Machine learning for model-assisted estimation in survey sampling: bridging the rigor of statistical inference with the power of machine learning

Boriska Toth* 1

Abstract

The use of machine learning in statistics production is being explored widely, with applications including coding, outlier detection, and imputing missing values. Relatively little work has so far focused on one of the most central application areas for NSI’s: replacing the widespread use of simple, typically linear, models for model-assisted estimation in survey sampling with machine learning methods. These assisting models adjust for available covariates in estimating a mean outcome for out-of-survey units and are trained from the survey sample. While linear assisting models can provide consistent estimates for population means (or totals), machine learning-based models that fit the data better can be vastly more efficient. This gain in efficiency can be especially valuable for enabling a statistic to be published broken down into many strata groups due to sufficiently low standard errors in the groups, which significantly enhances the value of the published statistic.

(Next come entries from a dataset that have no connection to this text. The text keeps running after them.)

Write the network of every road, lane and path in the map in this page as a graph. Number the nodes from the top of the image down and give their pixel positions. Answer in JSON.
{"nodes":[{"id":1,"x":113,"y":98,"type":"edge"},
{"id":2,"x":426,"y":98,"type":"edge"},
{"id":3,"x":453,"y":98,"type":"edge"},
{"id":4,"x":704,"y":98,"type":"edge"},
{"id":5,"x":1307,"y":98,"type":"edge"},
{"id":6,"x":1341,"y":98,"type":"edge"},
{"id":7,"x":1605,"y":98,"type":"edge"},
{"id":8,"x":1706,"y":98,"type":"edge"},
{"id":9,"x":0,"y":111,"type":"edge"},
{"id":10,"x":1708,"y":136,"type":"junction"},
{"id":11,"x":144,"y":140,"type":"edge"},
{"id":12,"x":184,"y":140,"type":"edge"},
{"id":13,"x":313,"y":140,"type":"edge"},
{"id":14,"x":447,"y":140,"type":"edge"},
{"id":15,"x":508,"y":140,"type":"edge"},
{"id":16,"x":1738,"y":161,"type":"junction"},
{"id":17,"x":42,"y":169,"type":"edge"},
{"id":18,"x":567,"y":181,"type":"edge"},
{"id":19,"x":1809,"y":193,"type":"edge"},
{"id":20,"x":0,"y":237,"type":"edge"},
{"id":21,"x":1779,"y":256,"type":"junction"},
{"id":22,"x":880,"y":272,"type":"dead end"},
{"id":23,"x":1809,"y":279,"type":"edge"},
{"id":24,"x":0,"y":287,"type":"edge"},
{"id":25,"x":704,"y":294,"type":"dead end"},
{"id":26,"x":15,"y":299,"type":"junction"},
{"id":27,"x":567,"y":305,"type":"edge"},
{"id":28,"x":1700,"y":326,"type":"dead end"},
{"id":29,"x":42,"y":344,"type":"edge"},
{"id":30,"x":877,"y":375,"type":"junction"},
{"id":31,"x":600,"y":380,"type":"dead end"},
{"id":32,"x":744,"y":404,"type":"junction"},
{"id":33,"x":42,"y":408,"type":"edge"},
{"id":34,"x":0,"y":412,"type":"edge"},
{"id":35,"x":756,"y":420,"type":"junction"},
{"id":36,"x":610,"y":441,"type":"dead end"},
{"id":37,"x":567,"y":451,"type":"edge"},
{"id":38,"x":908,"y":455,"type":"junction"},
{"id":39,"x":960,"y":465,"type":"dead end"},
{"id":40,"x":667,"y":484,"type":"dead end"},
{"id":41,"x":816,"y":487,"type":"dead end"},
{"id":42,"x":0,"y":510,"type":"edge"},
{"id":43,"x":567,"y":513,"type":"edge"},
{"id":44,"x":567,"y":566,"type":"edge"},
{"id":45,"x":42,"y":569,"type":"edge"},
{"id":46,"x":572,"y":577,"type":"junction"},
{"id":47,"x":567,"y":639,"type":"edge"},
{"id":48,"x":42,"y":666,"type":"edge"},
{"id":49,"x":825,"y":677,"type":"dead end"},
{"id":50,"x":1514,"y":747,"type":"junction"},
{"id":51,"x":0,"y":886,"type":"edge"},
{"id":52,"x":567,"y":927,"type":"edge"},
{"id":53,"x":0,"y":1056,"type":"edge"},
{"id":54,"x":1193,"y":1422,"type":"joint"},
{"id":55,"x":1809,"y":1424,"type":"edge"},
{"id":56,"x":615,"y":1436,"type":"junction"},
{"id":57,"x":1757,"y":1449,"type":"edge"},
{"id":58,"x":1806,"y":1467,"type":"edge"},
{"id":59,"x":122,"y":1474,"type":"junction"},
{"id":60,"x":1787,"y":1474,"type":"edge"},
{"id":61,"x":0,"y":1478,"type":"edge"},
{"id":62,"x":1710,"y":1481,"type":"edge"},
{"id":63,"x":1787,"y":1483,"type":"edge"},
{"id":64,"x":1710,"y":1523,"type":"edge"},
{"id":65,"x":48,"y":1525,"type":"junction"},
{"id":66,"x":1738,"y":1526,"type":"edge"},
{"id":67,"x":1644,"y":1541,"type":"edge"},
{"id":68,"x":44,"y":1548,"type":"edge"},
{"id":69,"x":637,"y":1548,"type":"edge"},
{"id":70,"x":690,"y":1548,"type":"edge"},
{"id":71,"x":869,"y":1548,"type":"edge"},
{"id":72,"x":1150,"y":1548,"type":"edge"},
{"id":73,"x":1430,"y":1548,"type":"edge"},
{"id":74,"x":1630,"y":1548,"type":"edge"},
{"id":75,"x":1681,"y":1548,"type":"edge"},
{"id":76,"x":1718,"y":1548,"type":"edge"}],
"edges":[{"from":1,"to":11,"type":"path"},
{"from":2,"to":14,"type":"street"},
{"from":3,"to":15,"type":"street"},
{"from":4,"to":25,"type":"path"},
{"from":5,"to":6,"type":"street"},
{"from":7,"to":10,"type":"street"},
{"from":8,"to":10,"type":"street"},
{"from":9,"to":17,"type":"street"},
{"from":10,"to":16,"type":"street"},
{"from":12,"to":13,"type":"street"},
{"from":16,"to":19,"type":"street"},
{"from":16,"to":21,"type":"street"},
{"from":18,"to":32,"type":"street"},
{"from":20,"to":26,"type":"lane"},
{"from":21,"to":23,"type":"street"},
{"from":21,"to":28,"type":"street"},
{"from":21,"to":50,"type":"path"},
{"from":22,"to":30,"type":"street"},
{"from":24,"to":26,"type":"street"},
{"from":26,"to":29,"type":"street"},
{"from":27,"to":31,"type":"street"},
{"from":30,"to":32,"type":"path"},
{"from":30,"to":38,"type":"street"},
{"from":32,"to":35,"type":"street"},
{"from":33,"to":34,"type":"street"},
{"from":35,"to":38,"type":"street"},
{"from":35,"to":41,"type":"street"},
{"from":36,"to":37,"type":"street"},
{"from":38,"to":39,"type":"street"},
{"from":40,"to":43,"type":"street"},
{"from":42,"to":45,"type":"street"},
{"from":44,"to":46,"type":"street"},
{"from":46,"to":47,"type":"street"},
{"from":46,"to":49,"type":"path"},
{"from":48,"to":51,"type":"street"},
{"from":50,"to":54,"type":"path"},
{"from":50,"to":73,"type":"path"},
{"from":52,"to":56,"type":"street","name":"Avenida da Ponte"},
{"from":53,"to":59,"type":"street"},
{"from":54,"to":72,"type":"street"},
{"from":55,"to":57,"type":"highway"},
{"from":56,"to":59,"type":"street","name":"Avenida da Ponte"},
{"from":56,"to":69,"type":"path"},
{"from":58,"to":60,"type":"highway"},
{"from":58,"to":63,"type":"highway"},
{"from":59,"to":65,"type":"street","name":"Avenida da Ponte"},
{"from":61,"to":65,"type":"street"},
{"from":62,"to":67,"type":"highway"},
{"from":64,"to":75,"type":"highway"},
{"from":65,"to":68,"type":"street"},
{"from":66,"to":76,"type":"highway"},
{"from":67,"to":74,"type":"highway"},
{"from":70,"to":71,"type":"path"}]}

The adoption of machine learning into official statistics production requires theory for how (and under what conditions) rigorous statistical inference can be done using predictions from machine learning models. I present several existing innovative approaches that address this. These include Sande et al’s work (1) on how properly sampled training and test sets for machine learning guarantee consistent estimation; the Super Learner approach (2) in which choosing the best linear combination of algorithms from an arbitrarily large library guarantees optimal performance; and the targeted learning methodology (3) that constructs consistent and optimally efficient estimators, while also giving a formula for variance. Finally I will present a basic application of these methods to a real dataset at Statistics Norway on estimating job vacancies.

References:

  1. Design-unbiased statistical learning in survey sampling. arXiv:2003.11423v1. LS Sande and L-C Zhang, 2020.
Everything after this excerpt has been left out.